Para cumprir esta garantia, há governos que substituem as armas e o sexo dos seus polícias pela sua falta de cérebro. E, além disso, estes mesmos governos têm hospitais psiquiátricos, prisões e cemitérios para mulheres irreparavelmente “destruídas”.
Uma bala, um soco, um pênis, grades de prisão, um juiz, um governo, em suma, um sistema, colocam um sinal em uma mulher que não pede perdão ou permissão que diz “Fora de Serviço”. Produto Não Reciclável.'
A mulher deve pedir permissão para ser mulher, e esta lhe é concedida se o for, de acordo com o que consta nas instruções de montagem.
As mulheres devem servir os homens, seguindo sempre essas instruções, para serem absolvidas do crime de ser mulher.
Em casa, no campo, na rua, na escola, no trabalho, no transporte, na cultura, na arte, no entretenimento, na ciência, no governo. Vinte e quatro horas por dia e 365 dias por ano. Desde o nascimento até a morte, as mulheres enfrentam esse processo de montagem.
Mas há mulheres que confrontam isso com a rebelião.
Mulheres que, em vez de pedirem licença, comandam a sua própria existência.
Mulheres que, em vez de pedirem perdão, exigem justiça.
Porque as instruções de montagem dizem que as mulheres devem ser submissas e andar de joelhos.
E, mesmo assim, algumas mulheres são travessas e andam eretas.
Há mulheres que rasgam as instruções de montagem e ficam de pé.
Existem mulheres sem medo.
Dizem que quando uma mulher avança, nenhum homem recua.
Depende, digo, da minha perspectiva recarregada de machismo – uma mistura de Pedro Infante e José Alfredo Jiménez.
Depende, por exemplo, se o homem está na frente da mulher que avança.
Meu nome é Marcos, tenho o defeito pessoal de ser homem, machão, macho.
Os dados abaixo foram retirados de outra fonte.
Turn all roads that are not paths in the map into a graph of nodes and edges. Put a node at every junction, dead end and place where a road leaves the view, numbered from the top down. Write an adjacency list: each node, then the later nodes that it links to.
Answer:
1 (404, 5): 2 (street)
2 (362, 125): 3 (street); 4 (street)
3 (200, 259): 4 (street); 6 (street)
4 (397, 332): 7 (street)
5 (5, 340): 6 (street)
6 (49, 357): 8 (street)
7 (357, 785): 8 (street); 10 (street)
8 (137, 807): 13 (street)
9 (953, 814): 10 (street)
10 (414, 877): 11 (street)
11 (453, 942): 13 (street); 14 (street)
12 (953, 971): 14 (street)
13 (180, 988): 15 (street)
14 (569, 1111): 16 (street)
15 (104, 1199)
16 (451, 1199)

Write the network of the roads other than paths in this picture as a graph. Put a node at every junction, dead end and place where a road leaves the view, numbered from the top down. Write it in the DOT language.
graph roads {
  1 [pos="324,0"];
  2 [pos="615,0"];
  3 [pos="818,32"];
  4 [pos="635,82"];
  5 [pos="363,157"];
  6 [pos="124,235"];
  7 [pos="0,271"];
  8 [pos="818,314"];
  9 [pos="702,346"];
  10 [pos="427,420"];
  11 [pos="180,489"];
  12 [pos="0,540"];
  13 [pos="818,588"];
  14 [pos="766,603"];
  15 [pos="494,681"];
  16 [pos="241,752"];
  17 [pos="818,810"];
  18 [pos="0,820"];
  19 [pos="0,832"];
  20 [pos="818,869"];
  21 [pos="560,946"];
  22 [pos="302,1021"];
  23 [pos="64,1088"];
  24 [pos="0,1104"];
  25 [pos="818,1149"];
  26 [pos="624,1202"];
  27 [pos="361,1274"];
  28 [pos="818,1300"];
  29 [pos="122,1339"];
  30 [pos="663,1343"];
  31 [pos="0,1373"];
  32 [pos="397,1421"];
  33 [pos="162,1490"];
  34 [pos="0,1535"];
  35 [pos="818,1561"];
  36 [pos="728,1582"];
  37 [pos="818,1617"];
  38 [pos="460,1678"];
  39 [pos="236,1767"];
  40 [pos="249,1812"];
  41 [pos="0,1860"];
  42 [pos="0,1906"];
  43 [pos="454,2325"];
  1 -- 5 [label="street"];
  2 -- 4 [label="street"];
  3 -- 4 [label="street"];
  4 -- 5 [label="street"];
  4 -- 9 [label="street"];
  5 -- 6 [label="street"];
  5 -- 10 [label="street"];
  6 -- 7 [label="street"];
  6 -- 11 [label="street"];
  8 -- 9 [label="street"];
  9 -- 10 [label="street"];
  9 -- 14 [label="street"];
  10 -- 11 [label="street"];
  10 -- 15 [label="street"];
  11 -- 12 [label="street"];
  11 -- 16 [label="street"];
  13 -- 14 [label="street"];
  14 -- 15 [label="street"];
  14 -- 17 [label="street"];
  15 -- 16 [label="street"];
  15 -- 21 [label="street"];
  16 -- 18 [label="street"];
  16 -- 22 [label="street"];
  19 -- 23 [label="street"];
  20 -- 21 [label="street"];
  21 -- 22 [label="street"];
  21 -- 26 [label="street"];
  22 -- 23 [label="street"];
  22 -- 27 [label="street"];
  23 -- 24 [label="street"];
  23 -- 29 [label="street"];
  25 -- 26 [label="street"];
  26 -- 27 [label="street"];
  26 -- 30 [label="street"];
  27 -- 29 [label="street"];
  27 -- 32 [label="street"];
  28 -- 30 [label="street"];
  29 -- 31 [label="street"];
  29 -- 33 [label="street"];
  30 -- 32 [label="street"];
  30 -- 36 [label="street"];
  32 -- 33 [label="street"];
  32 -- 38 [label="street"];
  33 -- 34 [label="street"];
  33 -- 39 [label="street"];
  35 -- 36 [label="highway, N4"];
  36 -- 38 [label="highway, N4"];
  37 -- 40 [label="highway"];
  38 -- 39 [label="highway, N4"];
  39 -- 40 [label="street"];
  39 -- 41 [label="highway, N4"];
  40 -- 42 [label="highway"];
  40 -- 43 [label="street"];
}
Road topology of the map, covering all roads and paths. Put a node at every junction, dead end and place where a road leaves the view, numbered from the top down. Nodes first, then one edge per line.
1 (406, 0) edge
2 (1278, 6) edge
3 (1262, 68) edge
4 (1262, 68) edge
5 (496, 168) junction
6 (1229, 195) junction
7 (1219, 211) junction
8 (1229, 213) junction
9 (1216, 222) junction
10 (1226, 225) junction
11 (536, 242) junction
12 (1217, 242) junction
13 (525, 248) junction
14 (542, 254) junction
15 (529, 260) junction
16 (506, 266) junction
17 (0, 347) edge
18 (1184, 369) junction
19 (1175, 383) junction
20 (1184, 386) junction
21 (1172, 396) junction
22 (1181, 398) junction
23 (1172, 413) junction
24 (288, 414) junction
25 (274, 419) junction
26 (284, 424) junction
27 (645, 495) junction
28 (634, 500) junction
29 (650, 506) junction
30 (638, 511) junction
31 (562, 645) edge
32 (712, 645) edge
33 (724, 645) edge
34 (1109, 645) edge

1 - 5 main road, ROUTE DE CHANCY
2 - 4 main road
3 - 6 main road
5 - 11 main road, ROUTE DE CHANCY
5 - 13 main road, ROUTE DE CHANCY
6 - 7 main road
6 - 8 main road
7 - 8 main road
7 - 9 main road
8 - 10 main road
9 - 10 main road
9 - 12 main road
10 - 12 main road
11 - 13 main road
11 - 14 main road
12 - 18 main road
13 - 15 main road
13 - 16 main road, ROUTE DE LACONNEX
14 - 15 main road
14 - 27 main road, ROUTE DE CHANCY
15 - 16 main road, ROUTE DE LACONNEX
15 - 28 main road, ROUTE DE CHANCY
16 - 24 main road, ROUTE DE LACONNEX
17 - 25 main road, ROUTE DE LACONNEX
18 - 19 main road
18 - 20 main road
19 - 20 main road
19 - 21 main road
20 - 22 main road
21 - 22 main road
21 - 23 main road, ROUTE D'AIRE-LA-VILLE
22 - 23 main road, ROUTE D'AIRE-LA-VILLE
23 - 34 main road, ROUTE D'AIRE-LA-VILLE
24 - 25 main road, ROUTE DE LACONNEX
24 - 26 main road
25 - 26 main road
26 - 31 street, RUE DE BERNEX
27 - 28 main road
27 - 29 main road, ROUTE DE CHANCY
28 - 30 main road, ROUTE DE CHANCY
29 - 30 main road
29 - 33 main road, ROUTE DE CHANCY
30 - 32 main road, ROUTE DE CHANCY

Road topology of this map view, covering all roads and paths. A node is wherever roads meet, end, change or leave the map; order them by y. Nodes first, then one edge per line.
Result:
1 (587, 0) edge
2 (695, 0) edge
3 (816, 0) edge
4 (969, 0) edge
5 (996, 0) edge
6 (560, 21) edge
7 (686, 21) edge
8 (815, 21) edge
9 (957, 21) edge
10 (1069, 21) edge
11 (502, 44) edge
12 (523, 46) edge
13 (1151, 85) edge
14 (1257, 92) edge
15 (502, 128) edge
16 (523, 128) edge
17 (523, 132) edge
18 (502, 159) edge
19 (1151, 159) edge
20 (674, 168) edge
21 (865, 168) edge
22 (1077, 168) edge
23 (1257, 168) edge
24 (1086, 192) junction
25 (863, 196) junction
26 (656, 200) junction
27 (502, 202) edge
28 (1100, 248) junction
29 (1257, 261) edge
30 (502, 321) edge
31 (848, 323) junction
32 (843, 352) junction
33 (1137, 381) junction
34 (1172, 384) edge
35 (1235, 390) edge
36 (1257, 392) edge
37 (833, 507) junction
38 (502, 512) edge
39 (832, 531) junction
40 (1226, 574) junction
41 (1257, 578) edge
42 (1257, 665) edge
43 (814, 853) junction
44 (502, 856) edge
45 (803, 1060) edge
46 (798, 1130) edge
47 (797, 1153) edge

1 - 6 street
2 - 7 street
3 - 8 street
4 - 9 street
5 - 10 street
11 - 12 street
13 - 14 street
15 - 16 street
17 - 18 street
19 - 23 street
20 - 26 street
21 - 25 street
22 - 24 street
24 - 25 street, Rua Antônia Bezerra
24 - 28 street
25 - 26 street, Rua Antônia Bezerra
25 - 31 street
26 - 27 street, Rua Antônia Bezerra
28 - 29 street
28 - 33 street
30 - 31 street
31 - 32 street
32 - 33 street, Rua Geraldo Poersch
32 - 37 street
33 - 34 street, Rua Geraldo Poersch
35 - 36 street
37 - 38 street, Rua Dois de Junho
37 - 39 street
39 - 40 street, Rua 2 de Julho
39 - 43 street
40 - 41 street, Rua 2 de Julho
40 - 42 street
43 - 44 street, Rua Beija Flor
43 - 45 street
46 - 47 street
E a virtude coletiva de sermos o que somos, nós que somos zapatistas.
Como tal, confesso que fico admirado e admirado ao ver uma mulher levantar-se e ver as instruções de montagem estilhaçarem-se, despedaçarem-se.
Uma mulher em pé é tão bonita que dá arrepio só de olhar para ela.
E isso é ouvir, aprender a olhar…
Felicidades para essas mulheres, para nossas companheiras presas e para aqueles que estão aqui reunidos.
Felicidades por você não ter medo.
Felicidades pelo valor que nos transmite, pela convicção que nos concede de que se nada fizermos para mudar este sistema, seremos todos cúmplices dele.
>Da Outra Cidade do México.
Subcomandante Insurgente Marcos
México, maio de 2006
PS QUE PERGUNTA: Que punição merecem aqueles funcionários, dirigentes e policiais que atacaram assim as mulheres, nossas companheiras? Que punição merece o sistema que transformou o ser mulher em crime? Se ficarmos calados, se olharmos para o outro lado, se deixarmos impune a brutalidade policial em Atenco, quem estará seguro? A libertação de todos os prisioneiros de Atenco não é, portanto, uma questão de justiça elementar?